Russia launched missiles and drones on Odesa and Mykolayiv
In retaliation for assaults by Ukrainian seaborne drones that destroyed its road Crimean bridge to the annexed peninsula, Russia launched a barrage of missile and drone attacks against Ukraine’s ports, described as “mass revenge strikes.”
The United Nations warned that Moscow’s withdrawal from a one-year-old grain export arrangement may lead to starvation worldwide shortly after the Crimean Bridge was struck.
According to Ukraine’s southern operational military command, after a Russian missile attack falling debris and blast waves in Odesa, the key port for Ukraine, destroyed several homes and other port equipment. According to local authorities, another harbour city, Mykolaiv, had a significant fire, UkrInform reported.
“Further proof that country-terrorist wants to endanger lives of 400 mln people” – Yermak
Andriy Yermak, the head of Ukraine’s presidential staff, stated that the Russian attacks on ports are “further proof that the country-terrorist wants to endanger the lives of 400 million people in various countries that depend on Ukrainian food exports.”
According to the Ukrainian air force, six Russian Kalibr missiles and 31 out of 36 drones were shot down. Moscow claimed to have stopped a Ukrainian drone attack on Crimea, preventing significant ground damage and reopening one lane of traffic on the Crimea bridge.
Since the start of Ukraine’s counteroffensive last month, the Ukrainian Army has retaken a few villages in the south and the area around Bakhmut’s destroyed town in the east. Still, it has not yet attempted to make a significant advance through fiercely contested Russian lines.
Grain deal termination: reactions
One of the few diplomatic victories of the conflict was the Black Sea grain export agreement that Turkey and the UN negotiated a year ago. At the time, it ended a de facto Russian blockade of Ukrainian ports and prevented a global food crisis.
Russia and Ukraine are two of the largest exporters of grains and other foods in the world. The world’s poorest nations would be severely hurt if Ukrainian grain was once more barred from the market.
“Today’s decision by the Russian Federation will strike a blow to people in need everywhere,” UN Secretary-General António Guterres said.
The Kremlin claimed that there was no connection between the attack and its decision to halt the grain agreement because its requests to implement a parallel accord loosening regulations for its own food and fertilizer exports were not met.
“Unfortunately, the part of these Black Sea agreements concerning Russia has not been implemented so far, so its effect is terminated,” Kremlin spokesperson Dmitry Peskov stated.
Russia claims it might rejoin the grain agreement, but only if limits governing its exports of food and fertilizer are relaxed.

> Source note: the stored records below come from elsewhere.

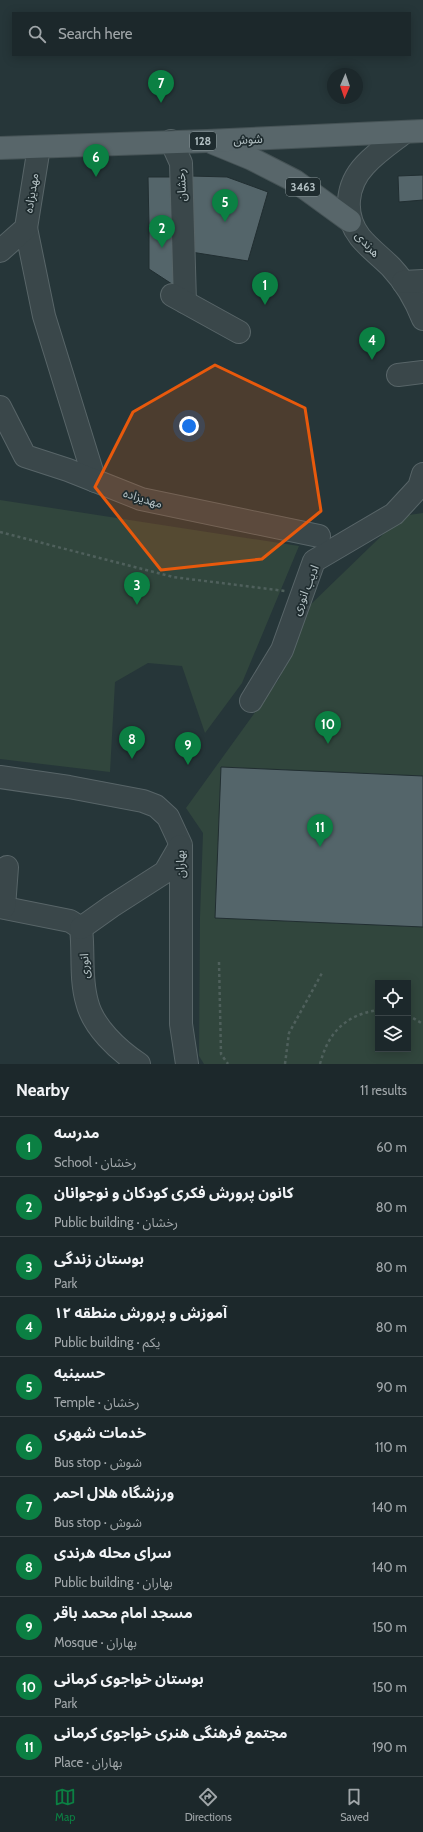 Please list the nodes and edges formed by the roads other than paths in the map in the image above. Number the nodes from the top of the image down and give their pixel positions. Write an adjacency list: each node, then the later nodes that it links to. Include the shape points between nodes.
1 (414, 131): 3 (main road, شوش / 128); 6 (street, هرندی / 3463, via 364,166 350,192)
2 (171, 141): 3 (main road, شوش / 128); 4 (main road, شوش / 128); 11 (street, رخشان, via 181,163 177,298)
3 (207, 141): 6 (main road, 3463, via 252,159 295,181)
4 (39, 147): 5 (main road, شوش / 128); 7 (street, مهدیزاده)
5 (0, 148)
6 (350, 221): 9 (street, هرندی / 3463, via 360,237 391,268)
7 (26, 228): 8 (street, مهدیزاده); 16 (street, via 44,316)
8 (0, 251)
9 (413, 281): 10 (street, هرندی / 3463)
10 (423, 319)
11 (239, 332)
12 (423, 372): 13 (street)
13 (398, 375)
14 (0, 407): 16 (street, مهدیزاده, via 25,456)
15 (423, 474): 18 (street, ادیب انوری, via 419,487 394,514 314,561 282,650)
16 (95, 481): 17 (street, مهدیزاده, via 141,500)
17 (319, 536)
18 (251, 701)
19 (0, 777): 20 (street, بهاران, via 143,801 156,806 168,817)
20 (181, 845): 23 (street, via 165,872); 25 (street, بهاران, via 181,1024)
21 (7, 867): 22 (street)
22 (2, 907): 23 (street, via 70,921)
23 (81, 928): 24 (street, انوری, via 87,1002 94,1019)
24 (129, 1061)
25 (187, 1064)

In the West, that is regarded as an effort to use food supply as leverage to lessen financial restrictions, which already allow for exceptions to allow Russia to sell food.

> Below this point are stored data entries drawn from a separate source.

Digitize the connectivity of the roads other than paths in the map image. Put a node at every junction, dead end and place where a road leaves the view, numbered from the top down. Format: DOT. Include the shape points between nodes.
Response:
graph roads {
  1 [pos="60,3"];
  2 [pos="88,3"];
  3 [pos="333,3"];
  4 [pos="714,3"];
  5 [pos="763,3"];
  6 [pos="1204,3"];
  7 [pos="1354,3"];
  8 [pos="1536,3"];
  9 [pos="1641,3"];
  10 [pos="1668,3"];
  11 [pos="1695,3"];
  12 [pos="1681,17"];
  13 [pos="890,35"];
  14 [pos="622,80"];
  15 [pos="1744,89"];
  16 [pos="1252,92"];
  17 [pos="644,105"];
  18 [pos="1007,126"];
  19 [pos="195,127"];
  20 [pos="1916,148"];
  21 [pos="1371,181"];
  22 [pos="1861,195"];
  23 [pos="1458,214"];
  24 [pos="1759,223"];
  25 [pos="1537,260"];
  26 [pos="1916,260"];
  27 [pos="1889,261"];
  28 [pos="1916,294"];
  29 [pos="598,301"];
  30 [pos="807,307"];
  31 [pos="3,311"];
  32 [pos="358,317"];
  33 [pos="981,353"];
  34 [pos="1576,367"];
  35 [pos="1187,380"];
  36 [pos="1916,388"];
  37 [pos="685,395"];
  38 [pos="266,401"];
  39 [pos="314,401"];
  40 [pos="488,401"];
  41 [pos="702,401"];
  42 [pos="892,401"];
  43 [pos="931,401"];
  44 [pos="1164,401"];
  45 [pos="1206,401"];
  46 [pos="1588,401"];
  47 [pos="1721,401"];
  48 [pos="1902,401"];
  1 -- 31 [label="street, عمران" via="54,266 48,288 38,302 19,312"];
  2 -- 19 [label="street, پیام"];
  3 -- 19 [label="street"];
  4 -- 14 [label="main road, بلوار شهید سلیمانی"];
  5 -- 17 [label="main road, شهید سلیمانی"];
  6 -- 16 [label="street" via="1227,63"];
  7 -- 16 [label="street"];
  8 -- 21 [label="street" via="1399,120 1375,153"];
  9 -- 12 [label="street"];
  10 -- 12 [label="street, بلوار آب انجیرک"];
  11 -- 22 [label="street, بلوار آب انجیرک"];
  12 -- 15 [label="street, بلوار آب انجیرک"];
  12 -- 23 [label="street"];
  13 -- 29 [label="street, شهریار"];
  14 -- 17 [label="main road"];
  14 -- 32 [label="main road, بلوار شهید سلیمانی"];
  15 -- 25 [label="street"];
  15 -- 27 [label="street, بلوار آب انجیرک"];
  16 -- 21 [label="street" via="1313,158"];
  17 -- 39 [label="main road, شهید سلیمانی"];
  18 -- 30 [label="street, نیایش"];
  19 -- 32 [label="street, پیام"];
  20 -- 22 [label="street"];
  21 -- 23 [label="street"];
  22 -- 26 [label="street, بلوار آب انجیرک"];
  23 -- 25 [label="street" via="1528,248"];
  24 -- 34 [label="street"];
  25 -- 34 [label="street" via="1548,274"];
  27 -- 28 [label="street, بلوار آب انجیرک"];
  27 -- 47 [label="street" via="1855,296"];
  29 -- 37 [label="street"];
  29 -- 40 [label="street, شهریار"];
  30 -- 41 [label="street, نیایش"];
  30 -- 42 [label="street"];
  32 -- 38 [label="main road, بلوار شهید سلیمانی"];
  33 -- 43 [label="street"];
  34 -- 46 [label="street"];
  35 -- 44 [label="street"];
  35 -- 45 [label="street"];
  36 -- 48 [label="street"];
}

Volodymyr Zelenskyy, the president of Ukraine, has requested that the grain agreement go on without Russia’s involvement, essentially enlisting Turkey’s support to counter the Russian blockade. The deal’s promoter, Turkish President Recep Tayyip Erdogan, asserts that he believes Putin can be persuaded to return.
Food security harmed
In Washington, the White House said Russia’s suspension of the pact “will worsen food security and harm millions”, and US Secretary of State Antony Blinken called it unconscionable.
Without Russia’s participation, any attempt to resume Ukrainian grain supplies would likely depend on insurance firms agreeing to give coverage.
The risk of trying to transport grain from Ukraine without Russian security guarantees, according to Kremlin spokesman Dmitry Peskov, who also claimed that Ukraine uses the seas for military purposes.
At the same time, Russia has been accused of using blackmail over the grain deal to obtain an easing of sanctions adopted against Moscow for its war in Ukraine.
Impact in Africa
Because Ukraine and Russia are some of the top exporters of grains and other supplies, any disruption might increase food prices worldwide.
The International Rescue Committee’s emergency director in East Africa, Shashwat Saraf, said that the Horn of Africa’s worst drought in decades would significantly impact Somalia, Ethiopia, and Kenya.